Nearly 10 years ago I was starting a catering social enterprise, working with women experiencing homelessness in London. During a networking event where I talked about this project, one of the attendees, a friend of a friend, mentioned she had met someone who was providing lunches at a swanky new co-working space in Westminster wanting to start a catering social enterprise. My first thought was not, “oh crikey, competition!” But, “how interesting, I’d love her number!”

I met Naomi and discovered we shared a similar vision for how social enterprise could be an amazing vehicle for vulnerable women to find empowerment and hope. She needed a kitchen and a place to work safely with her trainees. I had a commercial kitchen, some start-up funds and a group of eager women, but I didn’t have any catering experience or access to the events market in London — Naomi did. Within a week we started working together on what was one of the most rewarding ventures I have ever undertaken. Made even the more rewarding because of our relationship and friendship. It became so much more than just a swapping of resources. The project is still running but Naomi and I have gone on to do other projects in similar fields. I don’t get to see Naomi nearly as often as I would like but I still cherish this relationship and time spent working together as one of the most special in my career.

3. Generosity

As eluded to earlier, true collaboration is more than just a transaction of goods or services. There is a sense of something being shared, this could be shared trust or shared risk or shared vision as well as shared resources. This means that a collaborative relationship at least must be reciprocal but at most, it could be generous.

To ensure a collaborative relationship does not feel transactional or indeed exploitative, looking for opportunities for generosity might guard against this.

Rather than generosity, sceptics might term this ‘added value’ or at worst ‘bad business sense’. The idea that you’re giving more than what is expected can only be for repeat business or because you failed to price something correctly in the first instance. This is not what I mean by generosity. The key to practising generosity that won’t leave you feeling exploited or overworked is to only give what have, not what you don’t, and just as important, to not expect something back. Being generous is not just giving away money. It can be time, ideas, equipment or contacts. Making an introduction to someone on behalf of someone else can be incredibly trusting and generous. I have experienced the lawyer billing to the minute and the counsellor ushering me out her door after my 50 minutes is up mid sob. I have also experienced coaches and mentors who gladly give me that extra 10 minutes (or more), that extra phone call, extra proofread.
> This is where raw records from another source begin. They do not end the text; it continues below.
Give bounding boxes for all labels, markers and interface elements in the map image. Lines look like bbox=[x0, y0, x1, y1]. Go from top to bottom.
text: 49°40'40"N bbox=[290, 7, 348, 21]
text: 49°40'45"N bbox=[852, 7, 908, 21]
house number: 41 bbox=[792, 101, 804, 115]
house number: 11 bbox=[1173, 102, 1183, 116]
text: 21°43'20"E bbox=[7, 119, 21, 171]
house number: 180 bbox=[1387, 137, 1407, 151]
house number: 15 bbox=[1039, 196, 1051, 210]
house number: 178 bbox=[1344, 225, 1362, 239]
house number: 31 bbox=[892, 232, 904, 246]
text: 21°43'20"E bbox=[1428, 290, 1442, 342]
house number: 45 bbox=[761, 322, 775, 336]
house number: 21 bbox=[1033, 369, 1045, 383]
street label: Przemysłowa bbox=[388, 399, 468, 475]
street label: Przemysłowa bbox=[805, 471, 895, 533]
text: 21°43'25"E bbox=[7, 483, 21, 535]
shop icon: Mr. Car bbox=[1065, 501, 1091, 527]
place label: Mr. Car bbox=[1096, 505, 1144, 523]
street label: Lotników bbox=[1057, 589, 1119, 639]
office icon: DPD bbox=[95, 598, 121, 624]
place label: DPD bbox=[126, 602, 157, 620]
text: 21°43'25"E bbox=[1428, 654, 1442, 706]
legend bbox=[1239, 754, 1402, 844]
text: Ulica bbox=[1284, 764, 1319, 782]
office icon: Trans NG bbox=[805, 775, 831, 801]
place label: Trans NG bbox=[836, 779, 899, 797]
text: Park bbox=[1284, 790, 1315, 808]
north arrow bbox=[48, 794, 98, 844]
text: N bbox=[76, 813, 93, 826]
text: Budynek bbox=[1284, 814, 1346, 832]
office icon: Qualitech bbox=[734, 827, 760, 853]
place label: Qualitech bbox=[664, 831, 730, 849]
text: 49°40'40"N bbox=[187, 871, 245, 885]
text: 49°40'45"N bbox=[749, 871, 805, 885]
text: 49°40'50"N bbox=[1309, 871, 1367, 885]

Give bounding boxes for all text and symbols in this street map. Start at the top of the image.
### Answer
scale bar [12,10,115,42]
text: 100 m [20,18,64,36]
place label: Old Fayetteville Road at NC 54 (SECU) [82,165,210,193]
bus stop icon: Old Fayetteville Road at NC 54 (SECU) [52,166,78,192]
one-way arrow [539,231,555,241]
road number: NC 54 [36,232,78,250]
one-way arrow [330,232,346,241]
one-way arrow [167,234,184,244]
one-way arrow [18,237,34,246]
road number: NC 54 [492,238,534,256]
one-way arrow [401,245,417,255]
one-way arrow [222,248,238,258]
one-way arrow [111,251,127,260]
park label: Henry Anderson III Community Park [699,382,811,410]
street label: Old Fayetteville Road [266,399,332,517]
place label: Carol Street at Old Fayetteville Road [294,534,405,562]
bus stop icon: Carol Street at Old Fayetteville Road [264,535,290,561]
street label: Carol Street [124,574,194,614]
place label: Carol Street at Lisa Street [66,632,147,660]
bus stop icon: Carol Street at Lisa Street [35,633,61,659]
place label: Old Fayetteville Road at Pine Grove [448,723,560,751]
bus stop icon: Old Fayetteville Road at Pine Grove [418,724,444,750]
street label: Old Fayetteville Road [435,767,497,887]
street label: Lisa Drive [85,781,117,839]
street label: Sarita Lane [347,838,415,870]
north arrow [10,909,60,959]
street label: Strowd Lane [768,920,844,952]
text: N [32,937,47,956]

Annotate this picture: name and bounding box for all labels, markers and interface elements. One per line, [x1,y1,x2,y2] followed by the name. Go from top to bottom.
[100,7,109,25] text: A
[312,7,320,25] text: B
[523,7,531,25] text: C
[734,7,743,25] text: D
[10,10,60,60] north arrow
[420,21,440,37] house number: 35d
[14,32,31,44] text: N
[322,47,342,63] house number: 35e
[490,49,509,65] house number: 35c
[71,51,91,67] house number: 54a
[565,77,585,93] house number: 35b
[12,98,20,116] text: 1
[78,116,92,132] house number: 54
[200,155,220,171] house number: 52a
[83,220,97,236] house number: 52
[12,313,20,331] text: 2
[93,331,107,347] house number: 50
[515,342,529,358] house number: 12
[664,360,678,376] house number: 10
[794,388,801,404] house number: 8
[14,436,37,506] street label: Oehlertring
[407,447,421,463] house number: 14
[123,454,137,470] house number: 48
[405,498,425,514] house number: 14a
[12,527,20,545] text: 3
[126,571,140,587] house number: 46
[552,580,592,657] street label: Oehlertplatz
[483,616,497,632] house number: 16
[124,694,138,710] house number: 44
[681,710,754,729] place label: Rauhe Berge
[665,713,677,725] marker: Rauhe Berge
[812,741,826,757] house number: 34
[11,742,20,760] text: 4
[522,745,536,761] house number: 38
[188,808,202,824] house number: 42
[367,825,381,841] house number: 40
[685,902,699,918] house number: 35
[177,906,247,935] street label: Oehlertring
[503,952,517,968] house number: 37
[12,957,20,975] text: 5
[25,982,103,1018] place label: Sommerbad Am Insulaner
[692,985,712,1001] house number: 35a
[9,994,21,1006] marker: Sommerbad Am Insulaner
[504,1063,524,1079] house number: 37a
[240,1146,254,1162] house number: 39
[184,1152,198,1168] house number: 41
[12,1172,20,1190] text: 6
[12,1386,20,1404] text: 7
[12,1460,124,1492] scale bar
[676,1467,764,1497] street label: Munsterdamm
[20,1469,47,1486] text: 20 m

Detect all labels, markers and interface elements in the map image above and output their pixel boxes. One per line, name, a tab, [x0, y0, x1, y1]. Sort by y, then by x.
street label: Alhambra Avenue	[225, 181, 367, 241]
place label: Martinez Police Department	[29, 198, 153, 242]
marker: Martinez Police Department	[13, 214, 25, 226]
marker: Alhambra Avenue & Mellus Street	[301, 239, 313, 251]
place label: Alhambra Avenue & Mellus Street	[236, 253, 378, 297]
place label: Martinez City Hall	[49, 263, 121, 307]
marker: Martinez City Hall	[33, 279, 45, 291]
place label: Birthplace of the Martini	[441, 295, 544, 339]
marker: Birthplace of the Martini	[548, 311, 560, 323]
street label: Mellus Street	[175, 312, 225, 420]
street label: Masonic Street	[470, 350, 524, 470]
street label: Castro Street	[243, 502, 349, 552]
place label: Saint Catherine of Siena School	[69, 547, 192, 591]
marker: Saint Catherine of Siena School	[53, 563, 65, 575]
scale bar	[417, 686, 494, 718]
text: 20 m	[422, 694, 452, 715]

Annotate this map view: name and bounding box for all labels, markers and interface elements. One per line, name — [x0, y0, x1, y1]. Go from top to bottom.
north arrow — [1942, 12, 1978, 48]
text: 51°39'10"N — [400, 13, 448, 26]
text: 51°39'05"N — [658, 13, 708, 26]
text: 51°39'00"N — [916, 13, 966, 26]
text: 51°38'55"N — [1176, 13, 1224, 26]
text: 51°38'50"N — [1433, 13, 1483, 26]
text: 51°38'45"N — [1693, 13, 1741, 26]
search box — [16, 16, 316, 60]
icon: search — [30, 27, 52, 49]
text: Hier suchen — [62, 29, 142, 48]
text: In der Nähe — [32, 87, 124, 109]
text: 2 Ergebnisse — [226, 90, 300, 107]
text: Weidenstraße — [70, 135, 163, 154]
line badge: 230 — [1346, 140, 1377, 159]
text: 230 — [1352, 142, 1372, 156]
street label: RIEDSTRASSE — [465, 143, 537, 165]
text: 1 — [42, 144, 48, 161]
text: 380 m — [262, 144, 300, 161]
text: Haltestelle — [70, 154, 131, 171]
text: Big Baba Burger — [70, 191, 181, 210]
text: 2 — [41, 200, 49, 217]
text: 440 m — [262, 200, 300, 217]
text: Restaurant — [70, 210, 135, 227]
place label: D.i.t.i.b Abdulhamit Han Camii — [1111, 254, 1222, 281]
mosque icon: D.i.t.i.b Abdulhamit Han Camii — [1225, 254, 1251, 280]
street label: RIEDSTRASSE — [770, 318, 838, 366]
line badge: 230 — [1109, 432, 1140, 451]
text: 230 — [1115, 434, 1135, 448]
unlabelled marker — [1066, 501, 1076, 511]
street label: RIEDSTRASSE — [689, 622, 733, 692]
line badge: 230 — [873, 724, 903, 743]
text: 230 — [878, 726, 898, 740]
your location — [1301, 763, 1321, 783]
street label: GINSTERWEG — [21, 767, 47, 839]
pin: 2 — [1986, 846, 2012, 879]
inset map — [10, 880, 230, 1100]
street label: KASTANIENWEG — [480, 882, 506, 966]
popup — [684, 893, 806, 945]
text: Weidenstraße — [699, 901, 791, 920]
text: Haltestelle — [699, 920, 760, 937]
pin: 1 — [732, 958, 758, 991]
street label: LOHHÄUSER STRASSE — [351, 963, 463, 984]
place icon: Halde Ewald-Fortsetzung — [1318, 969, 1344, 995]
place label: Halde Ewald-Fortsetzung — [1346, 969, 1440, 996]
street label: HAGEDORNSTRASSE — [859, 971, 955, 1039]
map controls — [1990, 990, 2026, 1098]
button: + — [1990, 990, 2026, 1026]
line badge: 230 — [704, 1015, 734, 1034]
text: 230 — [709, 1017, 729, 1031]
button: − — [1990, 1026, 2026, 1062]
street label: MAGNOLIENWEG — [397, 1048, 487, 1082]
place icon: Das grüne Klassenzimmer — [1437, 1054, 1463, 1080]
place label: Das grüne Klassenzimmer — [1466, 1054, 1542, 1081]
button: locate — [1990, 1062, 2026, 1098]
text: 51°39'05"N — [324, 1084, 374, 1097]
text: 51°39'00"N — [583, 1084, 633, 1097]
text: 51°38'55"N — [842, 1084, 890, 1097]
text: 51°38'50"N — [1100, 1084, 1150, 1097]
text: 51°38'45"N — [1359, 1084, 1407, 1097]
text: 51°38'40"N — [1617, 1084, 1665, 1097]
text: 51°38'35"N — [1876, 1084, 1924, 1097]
I know which way of working inspires me to do the same to those I interact with. Even in busy periods, I have been able to find the time to have a coffee with someone working on their idea for a new social enterprise and offer advice and support, because I know some people will do the same for me.

I am prepared to give more than I expect to get but I still hope that the generosity might be returned in some way at some time, but it might not come from the same individual or in a way I could imagine. I’m operating with an abundant mindset, that my resources are not finite or only mine to steward, they are ours. Stephen Covey coined the terms scarcity and abundant mindset. More as a way of viewing success than generosity but he says:

People with the Scarcity Mentality see life as having only so much. As though there were only one pie out there and if someone were to get a big piece of pie, it would mean less for everybody else…

The Abundance Mentality…flows out of a deep inner sense of personal worth and security. It is the paradigm that there is plenty out there, enough to spare for everybody…It opens possibilities, options, alternatives and creativity.

Generosity is holding what you do have less tightly. Can you see now why this is such an act of resistance to the way of the world?